Here’s a snippet of what I might slip into The Disaster Tourist.
“I should take some lead pencils with you. Bloody cold where you’re going and pens freeze don’t you know.” Parting advice from my Managing Editor in CBC Radio News as I was being happily packed off to the eastern arctic to set up the first radio newsroom there.
Dear old eccentric Eric Moncur had about as much knowledge of what we now know as Nunavut as I had— absolutely nothing. We both had to look at a map to see where he was sending me.
Oddly enough that advice about pencils was spot on. Many many times over the years that I have spent in the arctic, first as a bush pilot, then reporter, and now media consultant, I have yet to find a pen that doesn’t freeze.
But pens are the least of the problems facing a reporter in the arctic and more particularly in Nunavut.
First of all there is no such thing as being a journalist in Nunavut. Such pretensions are reserved for fly-in foreign correspondents and southern media types on short-term swings to vacuum up interesting features.
To cover the arctic one has to be a reporter first and last. Reporters must talk directly to people to find out what is going on, they have to record their comments exactly, and they have to tell the stories fairly. As a journalist, and I was one of those for a long time too, you can afford the lazy luxury of doing analytical pieces formed from your own opinions, interpretive insight pieces, and just generally a lot of writing that requires more thumb sucking than anything else.
Journalism by journalists just doesn’t work in a region where the people demand to know just what the hell is going on and to hell with the editorial spin and gloss.
There’s also a strong cultural problem in trying to do southern trained reporting in Nunavut.
The Inuit as a people dislike direct confrontation. Any questioning that has to be done for a story must be indirect, respectful, and non aggressive. On Parliament Hill in Ottawa we are used to the full speed bulldozer approach to news gathering. In Nunavut one needs the slow careful attitude of a palaeontologist.
When I was sent to Frobisher Bay, now Iqaluit, to set up the first CBC radio news operation, I had the largest beat of any reporter in Canada. It crossed three time zones, encompassed a quarter of Canada, and took in western Greenland for good measure. At the time I think that only four of the 26 communities in Nunavut had long distance phone service.
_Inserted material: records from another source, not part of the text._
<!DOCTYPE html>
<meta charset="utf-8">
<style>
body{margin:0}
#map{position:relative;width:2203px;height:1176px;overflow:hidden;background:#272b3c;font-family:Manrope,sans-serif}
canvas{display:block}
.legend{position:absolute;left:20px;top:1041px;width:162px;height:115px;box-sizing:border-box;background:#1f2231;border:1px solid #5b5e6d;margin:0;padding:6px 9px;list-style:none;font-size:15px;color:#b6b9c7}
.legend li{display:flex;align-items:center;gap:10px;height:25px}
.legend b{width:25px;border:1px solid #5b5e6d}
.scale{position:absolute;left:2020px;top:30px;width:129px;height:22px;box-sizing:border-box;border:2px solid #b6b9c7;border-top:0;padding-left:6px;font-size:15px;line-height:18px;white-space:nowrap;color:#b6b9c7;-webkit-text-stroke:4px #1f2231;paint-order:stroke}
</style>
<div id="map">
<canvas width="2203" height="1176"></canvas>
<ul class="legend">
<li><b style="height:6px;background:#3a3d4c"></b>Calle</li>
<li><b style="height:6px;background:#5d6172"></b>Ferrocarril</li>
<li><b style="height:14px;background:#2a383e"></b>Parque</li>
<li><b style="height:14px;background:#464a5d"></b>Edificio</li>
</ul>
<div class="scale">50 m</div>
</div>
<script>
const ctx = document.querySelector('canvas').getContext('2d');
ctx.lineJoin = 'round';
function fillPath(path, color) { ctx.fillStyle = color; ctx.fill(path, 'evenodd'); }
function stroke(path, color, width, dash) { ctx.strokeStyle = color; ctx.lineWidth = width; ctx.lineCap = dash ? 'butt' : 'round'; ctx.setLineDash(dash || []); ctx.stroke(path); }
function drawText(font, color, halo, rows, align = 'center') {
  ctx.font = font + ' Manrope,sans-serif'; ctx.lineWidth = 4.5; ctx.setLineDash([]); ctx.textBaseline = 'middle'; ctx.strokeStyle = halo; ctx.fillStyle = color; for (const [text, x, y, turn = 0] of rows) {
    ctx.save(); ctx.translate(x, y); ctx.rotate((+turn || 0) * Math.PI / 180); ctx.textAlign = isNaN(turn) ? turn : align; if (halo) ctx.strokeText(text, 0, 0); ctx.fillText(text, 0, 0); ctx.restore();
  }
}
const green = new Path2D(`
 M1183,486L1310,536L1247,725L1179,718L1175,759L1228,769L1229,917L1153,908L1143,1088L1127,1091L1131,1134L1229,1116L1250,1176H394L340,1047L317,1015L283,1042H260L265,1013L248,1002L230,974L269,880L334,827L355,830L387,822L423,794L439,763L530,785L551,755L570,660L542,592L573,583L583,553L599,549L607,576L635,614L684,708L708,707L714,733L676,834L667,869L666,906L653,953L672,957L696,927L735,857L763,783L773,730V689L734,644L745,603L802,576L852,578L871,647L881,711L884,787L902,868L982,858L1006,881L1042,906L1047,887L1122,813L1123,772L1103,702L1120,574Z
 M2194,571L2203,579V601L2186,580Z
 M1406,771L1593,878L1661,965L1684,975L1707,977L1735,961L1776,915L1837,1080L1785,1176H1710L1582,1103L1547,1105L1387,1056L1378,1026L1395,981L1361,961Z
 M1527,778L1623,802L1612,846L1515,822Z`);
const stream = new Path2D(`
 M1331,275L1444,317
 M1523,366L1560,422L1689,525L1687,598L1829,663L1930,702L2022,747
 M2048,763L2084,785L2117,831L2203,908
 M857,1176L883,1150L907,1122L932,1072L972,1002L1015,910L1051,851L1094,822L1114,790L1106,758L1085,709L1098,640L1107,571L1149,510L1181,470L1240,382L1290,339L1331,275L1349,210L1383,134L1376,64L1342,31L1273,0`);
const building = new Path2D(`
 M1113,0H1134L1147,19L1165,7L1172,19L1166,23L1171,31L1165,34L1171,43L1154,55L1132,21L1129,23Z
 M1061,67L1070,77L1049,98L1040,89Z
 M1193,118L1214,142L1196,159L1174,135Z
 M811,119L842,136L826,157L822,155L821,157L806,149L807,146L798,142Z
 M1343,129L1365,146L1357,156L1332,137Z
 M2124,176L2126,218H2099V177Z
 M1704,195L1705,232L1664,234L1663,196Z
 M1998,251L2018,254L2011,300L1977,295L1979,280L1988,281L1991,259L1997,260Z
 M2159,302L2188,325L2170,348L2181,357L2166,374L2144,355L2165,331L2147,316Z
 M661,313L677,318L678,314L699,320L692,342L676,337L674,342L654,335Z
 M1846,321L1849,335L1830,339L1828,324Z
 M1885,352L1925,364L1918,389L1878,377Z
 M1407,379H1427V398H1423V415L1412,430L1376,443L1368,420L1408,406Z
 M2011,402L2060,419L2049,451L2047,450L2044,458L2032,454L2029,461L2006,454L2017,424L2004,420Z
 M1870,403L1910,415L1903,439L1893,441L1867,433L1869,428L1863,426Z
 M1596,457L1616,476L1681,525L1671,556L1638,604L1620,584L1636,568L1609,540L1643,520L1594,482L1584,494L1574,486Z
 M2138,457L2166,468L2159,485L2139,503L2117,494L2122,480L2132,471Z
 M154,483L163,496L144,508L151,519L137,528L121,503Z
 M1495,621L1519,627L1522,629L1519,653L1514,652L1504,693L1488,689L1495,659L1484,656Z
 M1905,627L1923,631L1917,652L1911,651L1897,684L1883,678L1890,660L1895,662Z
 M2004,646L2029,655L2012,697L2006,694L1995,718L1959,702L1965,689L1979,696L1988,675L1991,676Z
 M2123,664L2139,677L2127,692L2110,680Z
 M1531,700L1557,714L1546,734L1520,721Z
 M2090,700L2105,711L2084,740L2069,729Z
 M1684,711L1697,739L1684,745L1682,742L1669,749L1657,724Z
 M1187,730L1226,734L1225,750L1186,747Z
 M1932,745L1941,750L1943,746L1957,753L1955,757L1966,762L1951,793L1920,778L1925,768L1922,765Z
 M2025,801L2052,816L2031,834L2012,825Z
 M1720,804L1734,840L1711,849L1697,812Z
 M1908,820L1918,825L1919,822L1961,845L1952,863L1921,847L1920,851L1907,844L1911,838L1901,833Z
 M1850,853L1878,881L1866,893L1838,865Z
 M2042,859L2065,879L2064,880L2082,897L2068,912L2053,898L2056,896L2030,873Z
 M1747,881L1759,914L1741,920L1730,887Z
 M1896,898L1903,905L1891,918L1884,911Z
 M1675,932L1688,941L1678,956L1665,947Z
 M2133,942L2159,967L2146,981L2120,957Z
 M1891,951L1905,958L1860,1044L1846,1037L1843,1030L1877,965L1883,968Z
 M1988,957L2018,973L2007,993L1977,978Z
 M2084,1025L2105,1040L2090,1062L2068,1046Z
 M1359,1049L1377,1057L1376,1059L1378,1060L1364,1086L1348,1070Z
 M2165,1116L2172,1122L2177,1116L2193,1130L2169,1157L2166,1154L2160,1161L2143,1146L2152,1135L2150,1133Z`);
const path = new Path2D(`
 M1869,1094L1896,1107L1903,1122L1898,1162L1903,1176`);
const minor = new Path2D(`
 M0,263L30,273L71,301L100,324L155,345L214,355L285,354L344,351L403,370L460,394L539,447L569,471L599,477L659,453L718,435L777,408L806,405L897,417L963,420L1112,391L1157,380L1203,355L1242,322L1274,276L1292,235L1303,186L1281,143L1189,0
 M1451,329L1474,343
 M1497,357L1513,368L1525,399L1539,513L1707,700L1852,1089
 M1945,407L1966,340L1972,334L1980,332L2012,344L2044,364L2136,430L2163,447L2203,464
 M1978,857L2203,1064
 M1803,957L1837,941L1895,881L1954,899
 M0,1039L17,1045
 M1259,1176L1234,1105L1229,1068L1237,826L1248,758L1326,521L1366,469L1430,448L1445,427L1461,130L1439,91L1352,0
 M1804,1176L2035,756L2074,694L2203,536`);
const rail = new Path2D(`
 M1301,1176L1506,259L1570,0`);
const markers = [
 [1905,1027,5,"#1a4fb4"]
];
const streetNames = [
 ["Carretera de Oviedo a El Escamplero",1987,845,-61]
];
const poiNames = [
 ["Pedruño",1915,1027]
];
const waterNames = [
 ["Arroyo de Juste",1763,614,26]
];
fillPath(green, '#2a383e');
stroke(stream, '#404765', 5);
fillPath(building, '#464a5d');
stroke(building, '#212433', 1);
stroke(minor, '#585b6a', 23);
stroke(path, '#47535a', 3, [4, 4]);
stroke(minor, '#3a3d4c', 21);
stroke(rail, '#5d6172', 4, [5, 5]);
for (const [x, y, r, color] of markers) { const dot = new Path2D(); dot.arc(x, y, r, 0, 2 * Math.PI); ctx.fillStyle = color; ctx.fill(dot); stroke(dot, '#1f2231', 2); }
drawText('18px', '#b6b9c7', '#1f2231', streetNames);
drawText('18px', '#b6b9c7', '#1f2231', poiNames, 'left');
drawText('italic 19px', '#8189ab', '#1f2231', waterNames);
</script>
Have you ever thought how difficult it is to conduct a broadcast radio interview with someone at the other end of a snapping, crackling, and fading short wave radio link? Throw in for good measure that the person you are interviewing has english as a very limited second language and you begin to understand why some of the stuff we put on the radio was utterly incomprehensible.
All of the communities now have superb satellite phone links, email, fax, and in some cases video conferencing facilities, but the old job of reporting is still exactly the same. Reporters in Nunavut have to get out and talk to people otherwise they won’t have a thing to put into their broadcasts or newspapers.
I’m fond of saying that 90 percent of reporting is simply knowing that something is going on — the rest is just mechanics. But in a region where there are precious few news releases, fewer news conferences, no wire services, and a general reluctance for people to phone you up and offer a story, worrying about what might be going on turns into a huge dark monster that haunts every northern newsroom.
The best way to find stories is of course to talk to people as much as possible. That’s fine if the reporter is based in Iqaluit and wants to only cover that community. But to discover the weird and wonderful goings on in places such as Pangnirtung, Resolute Bay, Arviat or any other community, a reporter pretty well has to go there. Very few news operations can afford travel to even the closest communities except in rare and unusual circumstances. It’s cheaper to fly from Ottawa to Australia than it is to go from Iqaluit to let’s say Cambridge Bay or Resolute.
Any Ottawa journalist who accepts a freebie flight pretty well guarantees a snarky and career deadening conversation with a humorless news manager following policy. A reporter in Nunavut, or anywhere else in the Arctic for that matter, who doesn’t learn the fine art of hitchhiking by aircraft, piggybacking on charters, and playing the “send us the invoice” game, is never going to do much in the way of providing decent news coverage.
This once reached an extreme for me when I wanted to cover the start of Naomi Uemuera’s solo trip to the North Pole in 1978. His DC-3 Dakota aircraft was leaving Resolute Bay for Greenland and then to the last bit of land in Canada before the pole. The trouble was that the flight was being paid for by National Geographic Magazine. They were not about to let any reporter on board at any ticket price.
I got on the flight and covered the story (surreptitiously) by talking the charter airline into allowing me to fly as co-pilot, out of date ratings and licenses be damned.
The Canadian Broadcasting Corporation had very strict rules against this, and still does. Fortunately there were more than a few managers with at least one blind eye. I hope there still are.